Pixelated, mixed together, On the Horizon is not a riddle to be decoded, like a Rauschenberg, nor is it a satirical report, like a Hoch. If this is a picture of the past – of things that have become obsolete, that need to be recycled, or that have transiently passed, as Yaniv’s artist statement suggests -- then the past’s parts do not connect in a mathematical space but in an intuitive area of colour and shape. “The past,” this work suggests, “is a compound sensation of its own presence.”

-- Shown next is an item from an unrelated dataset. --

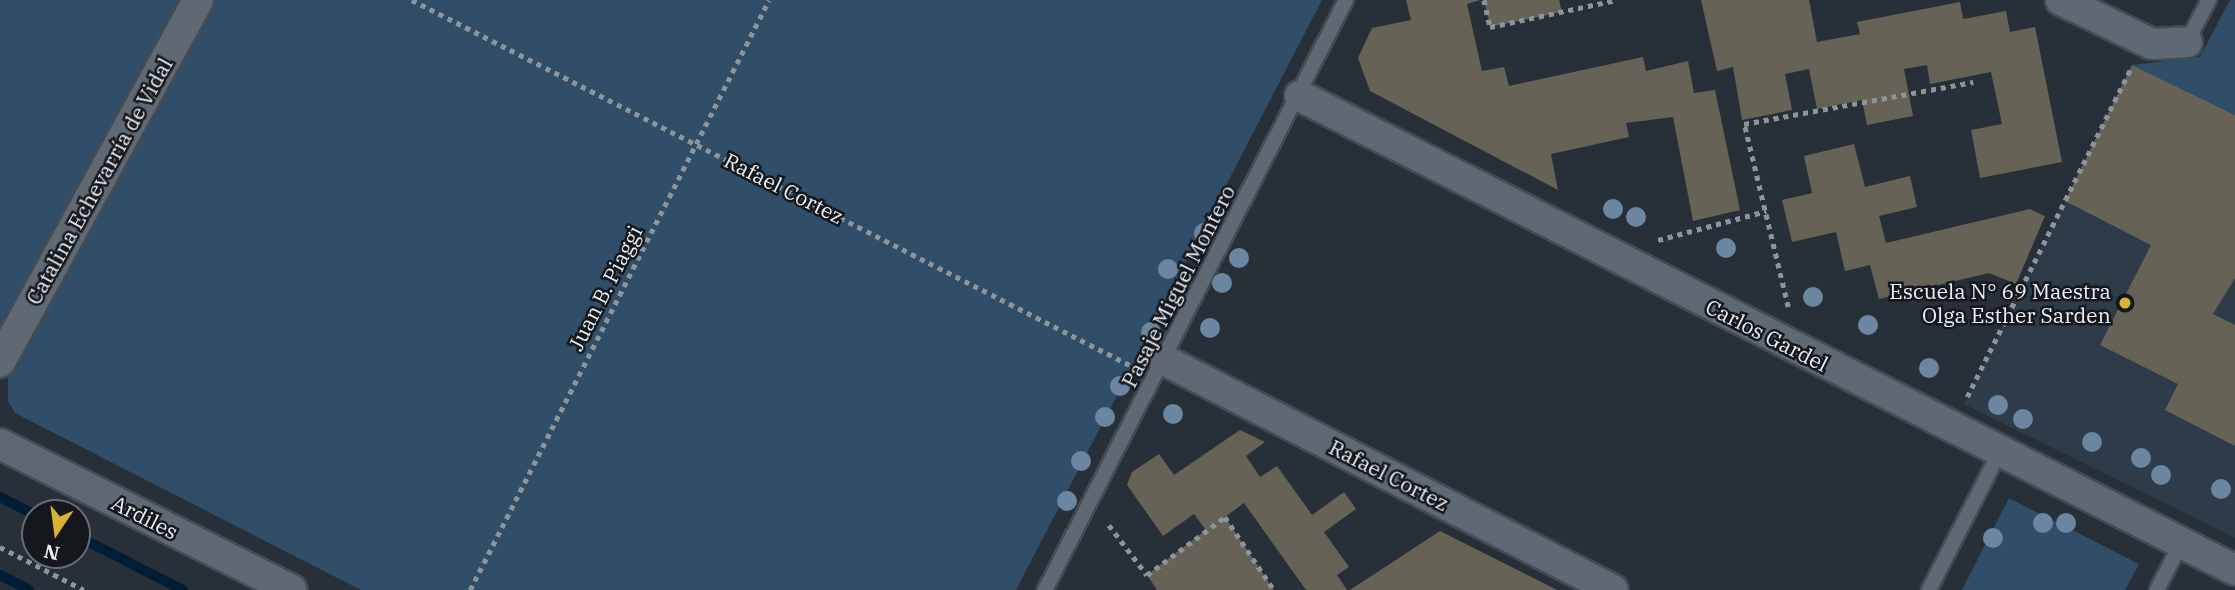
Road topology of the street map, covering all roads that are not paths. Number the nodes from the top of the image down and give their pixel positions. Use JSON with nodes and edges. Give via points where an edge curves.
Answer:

On the Horizon is at the Charleston Heights Arts Center at 800 Brush Street, Las Vegas, NV 89107 through January 5, 2019. Visit their website for gallery hours.

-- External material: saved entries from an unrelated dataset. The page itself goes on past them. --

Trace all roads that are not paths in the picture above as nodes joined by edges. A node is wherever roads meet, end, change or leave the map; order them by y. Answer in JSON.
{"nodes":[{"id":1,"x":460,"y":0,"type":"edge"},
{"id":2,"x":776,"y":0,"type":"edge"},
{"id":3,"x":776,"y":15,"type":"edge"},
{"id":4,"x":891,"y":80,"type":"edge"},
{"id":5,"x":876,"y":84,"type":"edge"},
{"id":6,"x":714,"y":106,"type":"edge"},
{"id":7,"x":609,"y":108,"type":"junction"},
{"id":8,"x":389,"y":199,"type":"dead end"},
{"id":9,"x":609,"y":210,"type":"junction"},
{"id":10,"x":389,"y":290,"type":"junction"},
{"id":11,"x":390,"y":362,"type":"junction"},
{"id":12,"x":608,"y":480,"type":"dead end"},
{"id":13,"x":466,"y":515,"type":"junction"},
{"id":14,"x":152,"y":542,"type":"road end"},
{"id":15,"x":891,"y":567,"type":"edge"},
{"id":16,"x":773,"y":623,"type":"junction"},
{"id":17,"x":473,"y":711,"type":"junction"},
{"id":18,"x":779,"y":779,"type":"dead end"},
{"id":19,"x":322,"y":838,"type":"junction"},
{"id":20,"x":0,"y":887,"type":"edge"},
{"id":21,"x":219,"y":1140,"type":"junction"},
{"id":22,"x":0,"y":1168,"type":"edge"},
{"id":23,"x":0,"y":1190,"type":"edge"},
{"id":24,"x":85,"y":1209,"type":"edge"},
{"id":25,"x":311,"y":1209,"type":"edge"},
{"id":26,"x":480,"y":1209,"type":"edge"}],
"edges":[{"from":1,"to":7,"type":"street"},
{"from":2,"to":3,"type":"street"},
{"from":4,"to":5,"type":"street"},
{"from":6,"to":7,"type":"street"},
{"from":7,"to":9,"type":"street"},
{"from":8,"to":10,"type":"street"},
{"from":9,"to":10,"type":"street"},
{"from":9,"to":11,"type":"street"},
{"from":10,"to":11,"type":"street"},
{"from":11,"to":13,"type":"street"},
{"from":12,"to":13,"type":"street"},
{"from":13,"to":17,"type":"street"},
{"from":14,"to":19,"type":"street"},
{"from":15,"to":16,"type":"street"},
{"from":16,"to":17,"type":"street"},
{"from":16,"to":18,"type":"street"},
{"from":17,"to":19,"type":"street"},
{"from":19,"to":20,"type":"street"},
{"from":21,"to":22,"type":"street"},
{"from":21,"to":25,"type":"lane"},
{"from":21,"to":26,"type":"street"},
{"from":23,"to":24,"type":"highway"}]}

Etty Yaniv works on her art, art writing and curatorial projects in Brooklyn. She holds BA in Psychology and English Literature from Tel Aviv University, BFA from Parsons School of Design, and MFA from SUNY Purchase. In her installation work She is integrating mediums such as drawing, photography and painting to form three dimensional immersive environments. She publishes the blog ART SPIEL.
Australian artist D.K. Sole lives in Las Vegas, Nevada, and works at the UNLV Marjorie Barrick Museum of Art where she is in charge of Research and Educational Engagement. She has exhibited in Las Vegas and Denver, Colorado.
All images courtesy D.K. Sole.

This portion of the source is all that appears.